このモノゴトリー協会の建つ大地は超自然界ダス・ダ―ネスという地であり現在は大地の75%が砂漠化したという話から始まる。そこで住む生命が壊滅的であり残り25%もの生命維持のためモノゴトリー協会という施設建設が始まったとされている。サンシャイン現象の誕生秘話、様々な記憶喪失者が運ばれ患者とされたが収容人数が多いためナンバーネームを義務付けて、施設拡大の工事担当を命じ、規則上は各自ナンバーネームで呼ばない事を約束させてゆく。注意事項として彼等ナンバーネームと呼ばれる者達は理由も分からず“名前を呼ばれない苦しみ”を抱えており、その痛みが伴う措置を施されると告げられた。
「とても長い。あの、これほどのモノを覚えなくてはいけないのですか?」
「これもあなたの記憶がどの程度の期間で回復するのかを計るためなのです」
モノゴトリー協会からは福祉支援プログラムが一部認められている。医師から手渡された本にはそこで使用されている言語について図面が載せられており、その内容に従い行動を決めるというもの。幸い№850は言葉に応答でき、自ら行動を起こせる事のみ認められていた。
「私は生活案内係。ここであなたは生活をするのです。」
№850は宿舎での生活は初めてだった。最初何から手を付けるべきか苦悩していたものの毎月5万ルドの資金援助が支給されるだけで彼は清掃、料理、買物、洗濯は1週間でおおよそ覚えられていた。その反面で、工事区域での挨拶、合図、資材名称を覚えられるには、ある程度の作業工程は期間をかけて組まなくてはならなかった。

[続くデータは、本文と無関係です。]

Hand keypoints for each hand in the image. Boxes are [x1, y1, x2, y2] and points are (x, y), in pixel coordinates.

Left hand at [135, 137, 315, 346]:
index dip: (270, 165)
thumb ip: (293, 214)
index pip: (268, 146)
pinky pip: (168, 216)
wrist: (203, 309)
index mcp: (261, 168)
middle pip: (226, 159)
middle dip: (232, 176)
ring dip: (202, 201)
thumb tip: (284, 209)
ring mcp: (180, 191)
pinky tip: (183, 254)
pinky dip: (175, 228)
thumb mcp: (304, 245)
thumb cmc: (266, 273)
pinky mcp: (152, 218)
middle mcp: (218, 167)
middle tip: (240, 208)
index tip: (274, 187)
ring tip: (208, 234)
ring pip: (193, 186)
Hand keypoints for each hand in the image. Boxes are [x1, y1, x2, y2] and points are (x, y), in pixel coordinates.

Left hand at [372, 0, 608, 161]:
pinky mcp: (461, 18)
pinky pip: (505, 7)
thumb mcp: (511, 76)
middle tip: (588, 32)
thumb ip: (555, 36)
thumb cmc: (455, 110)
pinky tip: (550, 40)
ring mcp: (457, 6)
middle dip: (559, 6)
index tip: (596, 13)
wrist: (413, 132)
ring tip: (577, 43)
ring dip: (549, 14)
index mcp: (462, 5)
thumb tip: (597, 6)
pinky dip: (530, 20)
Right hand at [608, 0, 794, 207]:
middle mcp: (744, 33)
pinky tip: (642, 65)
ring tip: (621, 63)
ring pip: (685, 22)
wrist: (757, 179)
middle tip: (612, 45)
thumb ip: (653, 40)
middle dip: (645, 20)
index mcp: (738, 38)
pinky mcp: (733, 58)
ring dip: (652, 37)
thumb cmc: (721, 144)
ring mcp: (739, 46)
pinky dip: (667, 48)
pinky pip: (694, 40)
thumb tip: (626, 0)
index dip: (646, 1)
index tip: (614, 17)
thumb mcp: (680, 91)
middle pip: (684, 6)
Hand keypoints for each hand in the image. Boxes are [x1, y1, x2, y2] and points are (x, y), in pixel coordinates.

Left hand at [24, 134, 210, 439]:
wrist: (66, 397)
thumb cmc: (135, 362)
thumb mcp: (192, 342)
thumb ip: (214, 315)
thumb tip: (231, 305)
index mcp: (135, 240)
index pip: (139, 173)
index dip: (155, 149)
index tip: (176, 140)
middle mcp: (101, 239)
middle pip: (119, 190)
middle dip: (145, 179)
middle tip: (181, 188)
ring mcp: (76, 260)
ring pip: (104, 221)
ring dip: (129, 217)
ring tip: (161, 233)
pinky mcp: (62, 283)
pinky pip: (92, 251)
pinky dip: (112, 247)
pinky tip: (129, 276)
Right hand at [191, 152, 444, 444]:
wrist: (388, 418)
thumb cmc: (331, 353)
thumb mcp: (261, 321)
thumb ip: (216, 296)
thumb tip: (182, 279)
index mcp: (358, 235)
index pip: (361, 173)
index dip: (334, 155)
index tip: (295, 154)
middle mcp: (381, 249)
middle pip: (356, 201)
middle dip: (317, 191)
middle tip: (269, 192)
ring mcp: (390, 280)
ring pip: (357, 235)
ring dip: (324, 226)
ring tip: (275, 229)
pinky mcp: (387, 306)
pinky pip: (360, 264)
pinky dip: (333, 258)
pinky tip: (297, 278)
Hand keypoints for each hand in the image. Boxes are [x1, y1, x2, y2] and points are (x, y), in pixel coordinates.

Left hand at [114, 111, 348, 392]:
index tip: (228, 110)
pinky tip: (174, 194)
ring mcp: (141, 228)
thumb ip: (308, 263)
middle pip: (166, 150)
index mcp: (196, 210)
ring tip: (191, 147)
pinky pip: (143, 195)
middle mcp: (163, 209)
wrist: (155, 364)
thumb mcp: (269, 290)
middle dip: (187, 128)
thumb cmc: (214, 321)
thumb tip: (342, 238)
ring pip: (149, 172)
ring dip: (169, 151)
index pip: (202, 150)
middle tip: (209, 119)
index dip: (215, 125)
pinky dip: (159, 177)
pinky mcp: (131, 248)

「この工程の対策として医療班は各々のボーダーラインを敷き意見交換を行う」
医師は他のナンバーネームと比較し№850の身体記憶力について“リカバリースタッフ”による支援プログラム報告書をデーター解析し、僅か7日間で21%もの上昇値を示された事をはじめ、認知記憶では持つ、動かす、置くことは可能と判断したいと言う。リハビリテーションでは名称を覚えるために発声を行うためのプログラム変更をするほか様々な医学的視点まで設けると言う。それとは別に研究班による視点からは身体記憶力の特性上、現場指導員の監修のもとで発声と合図に対する発音、言語聴覚能力の計測を必要とする。
「№850の場合、挨拶は55%早くでき合図に10%反応遅れる。総評価45%と計測」
医療班はそのデーターを基にモノゴトリー協会のマニュアルにある規則、各自ナンバーネーム等の名称で呼んではならないという理論上から声帯的応答を求める。特に現場で記憶に波がある事が発見される場合に限り、各ナンバーネームの脳領域を計測する目的で一時的な投薬が行われ、№850も同等の扱いで保護される事とされた。

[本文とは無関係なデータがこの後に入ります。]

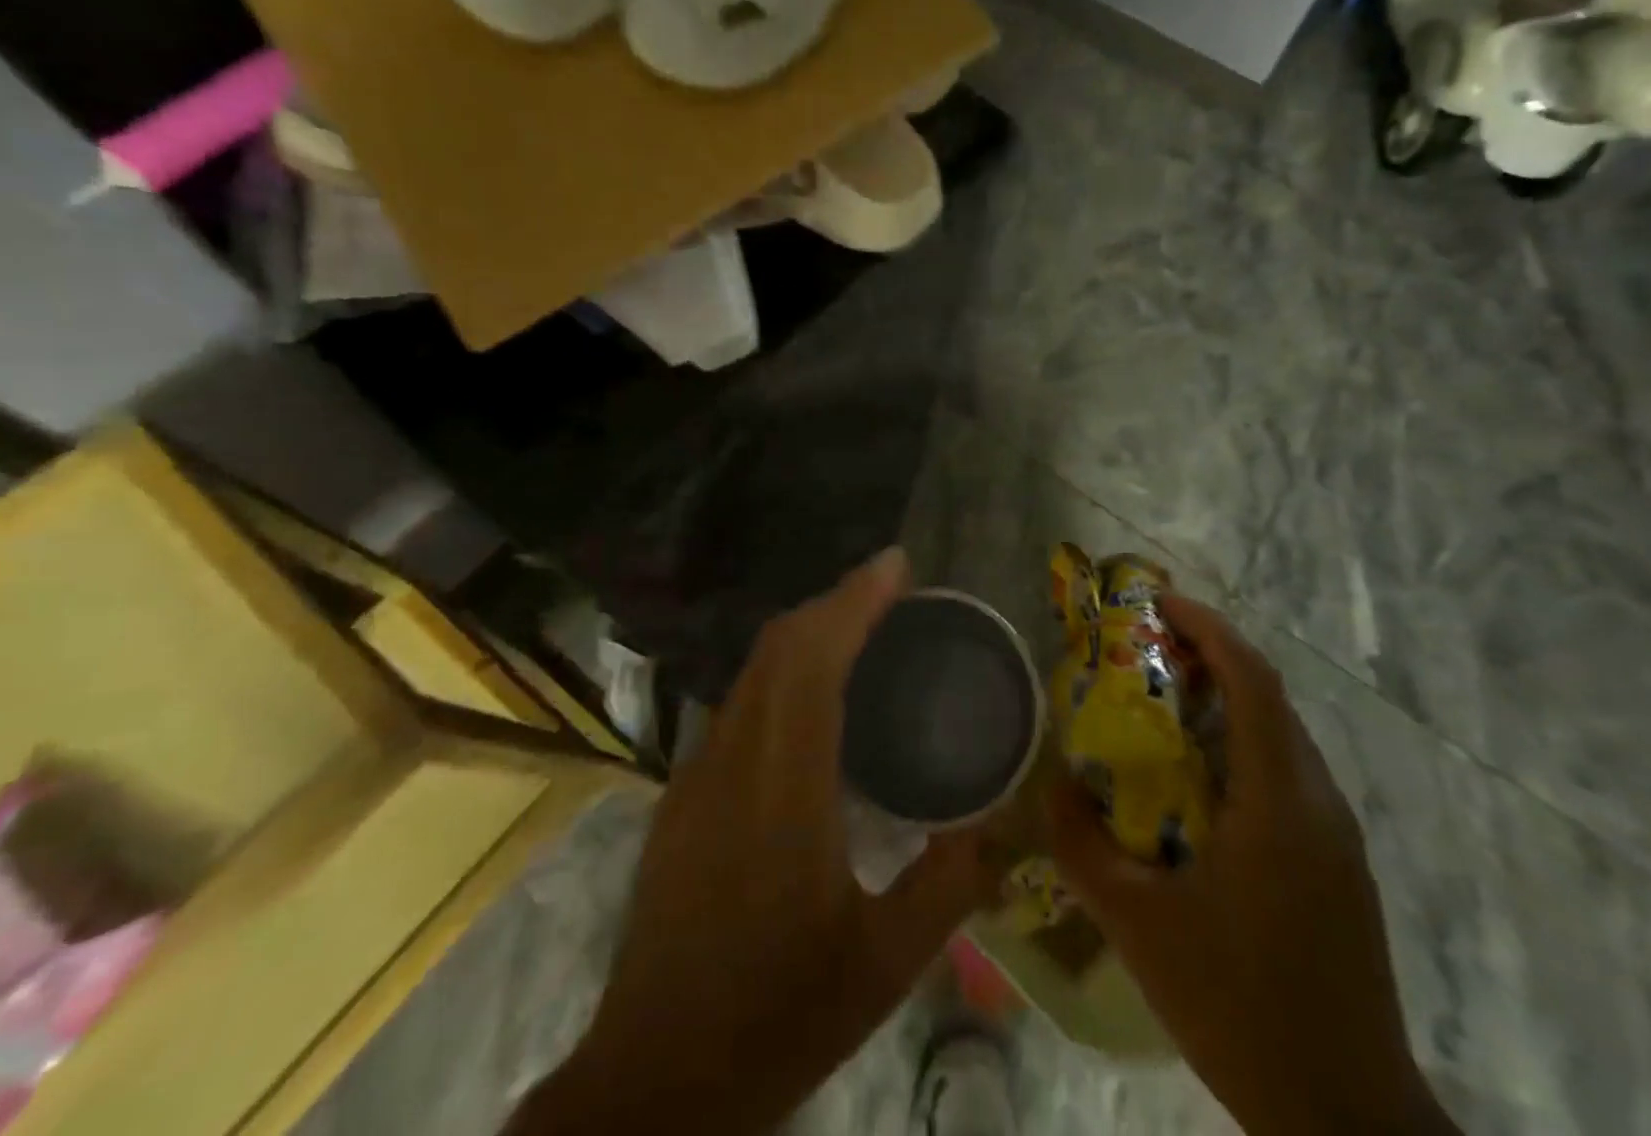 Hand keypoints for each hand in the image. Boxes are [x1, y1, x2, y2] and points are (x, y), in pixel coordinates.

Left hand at [514, 548, 996, 1135]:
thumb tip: (998, 824)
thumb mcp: (884, 966)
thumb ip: (948, 885)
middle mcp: (731, 761)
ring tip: (862, 631)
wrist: (652, 1084)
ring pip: (753, 670)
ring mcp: (696, 775)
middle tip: (891, 591)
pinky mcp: (681, 795)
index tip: (896, 566)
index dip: (853, 601)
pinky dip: (782, 672)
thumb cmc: (775, 1019)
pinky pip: (739, 704)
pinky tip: (813, 699)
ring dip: (807, 632)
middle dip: (835, 601)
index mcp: (783, 789)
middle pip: (778, 646)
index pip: (813, 660)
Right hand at [1048, 596, 1456, 1135]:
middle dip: (1211, 655)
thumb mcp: (1138, 927)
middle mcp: (1317, 801)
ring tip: (1165, 703)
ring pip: (1280, 735)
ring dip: (1227, 700)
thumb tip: (1052, 786)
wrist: (1346, 1120)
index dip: (1208, 628)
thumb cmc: (1238, 1006)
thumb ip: (1082, 848)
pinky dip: (1241, 746)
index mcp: (1277, 802)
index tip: (1159, 603)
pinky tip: (1199, 782)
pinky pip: (1286, 774)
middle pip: (1268, 697)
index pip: (1252, 680)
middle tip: (1148, 647)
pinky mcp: (1339, 864)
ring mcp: (1336, 834)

「薬物使用により脳領域35%正常。脳のダメージも鑑み神経経路が遅延。本を読ませること僅か14日で言語取得39%、平衡干渉における身体感覚56%を計測。課題を設ける」
ナンバーネームには記憶を覚える道具が無い。そこで日常生活における行動記録のために自ら執筆を求められる。その日の出来事からどれに対しどのように患者が反応するのか疑似的解析をする一環として医療班は各自に一冊356ページの日誌を支給する。その日誌を基に身体記憶の動作範囲を測り、その脳の記憶能力がどの程度保存されるのかを試験する。この一ヶ月で言語取得99%、身体感覚65%以上を計測できれば医師から生活可能と判断されナンバーネームは次の課題が設けられる。
「№850は初日から僅か21日で言語取得100%、身体感覚95%を達成。究極的速度だ」
「了解。それでは資材運搬から重機操作へ移行・指導を執り行う。現場監督へ連絡」
このようにして身体記憶に従い、脳の記憶能力が回復に向かうというモノゴトリー協会の医療班、研究班による監修が入ると、ようやく自らの記憶回復という課題へ向けられる。

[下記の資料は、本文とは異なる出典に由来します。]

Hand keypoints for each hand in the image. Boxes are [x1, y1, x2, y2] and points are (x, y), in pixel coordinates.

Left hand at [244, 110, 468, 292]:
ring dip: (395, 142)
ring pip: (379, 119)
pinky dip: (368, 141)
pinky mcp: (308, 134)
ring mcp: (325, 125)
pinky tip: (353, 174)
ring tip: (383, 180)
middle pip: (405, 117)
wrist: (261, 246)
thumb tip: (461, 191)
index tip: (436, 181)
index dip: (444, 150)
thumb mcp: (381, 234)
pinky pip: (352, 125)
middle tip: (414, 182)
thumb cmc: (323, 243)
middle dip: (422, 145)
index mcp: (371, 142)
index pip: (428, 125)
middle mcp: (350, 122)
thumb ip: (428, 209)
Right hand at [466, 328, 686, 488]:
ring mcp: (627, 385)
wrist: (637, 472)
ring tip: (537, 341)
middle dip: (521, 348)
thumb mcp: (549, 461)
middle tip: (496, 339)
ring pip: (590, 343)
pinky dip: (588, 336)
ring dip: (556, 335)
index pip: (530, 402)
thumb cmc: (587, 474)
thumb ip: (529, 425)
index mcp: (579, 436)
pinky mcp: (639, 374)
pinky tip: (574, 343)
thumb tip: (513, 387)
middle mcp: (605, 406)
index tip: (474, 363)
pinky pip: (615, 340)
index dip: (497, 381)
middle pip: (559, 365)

「クレーン車?いきなり何故このような重機の操作が必要なのですか?」
「№850は平衡感覚のみ左右同時に操作できず、逆に複雑な動作が必要と思われます」
「あなたは頭脳での記憶が苦手です。そこで重機操縦が適切と判断しました」
「つまり№850の身体記憶能力は優秀なデーターを示している事になります」
初めは何も覚えられなくて以前どんな人だったのかも分からないままだった。苦しんだのは№850と呼ばれる彼自身だけでなく、同じ状況で出会った人々も同様だった。そして、思い出せることがどんどん増えていくと、“何故だろう”という感情意識が芽生える。彼の様に『サンシャイン現象とはそういうモノなのだ』と医師から言い伝えられると、同時に医療班による実験が始まる。
「№850、まずはこの薬を飲むのです。そして以前の記憶を呼び覚ますのです」
「あ・・・がが・・・ァ・・・きおく・・・」
本当の自分を記憶に目覚めたら!
施設のスタッフや同僚の応援が欲しい!
そして明日へ向かう・・・!
さまざまな葛藤に苦しみながらも、№850の希望は大きくなるのであった。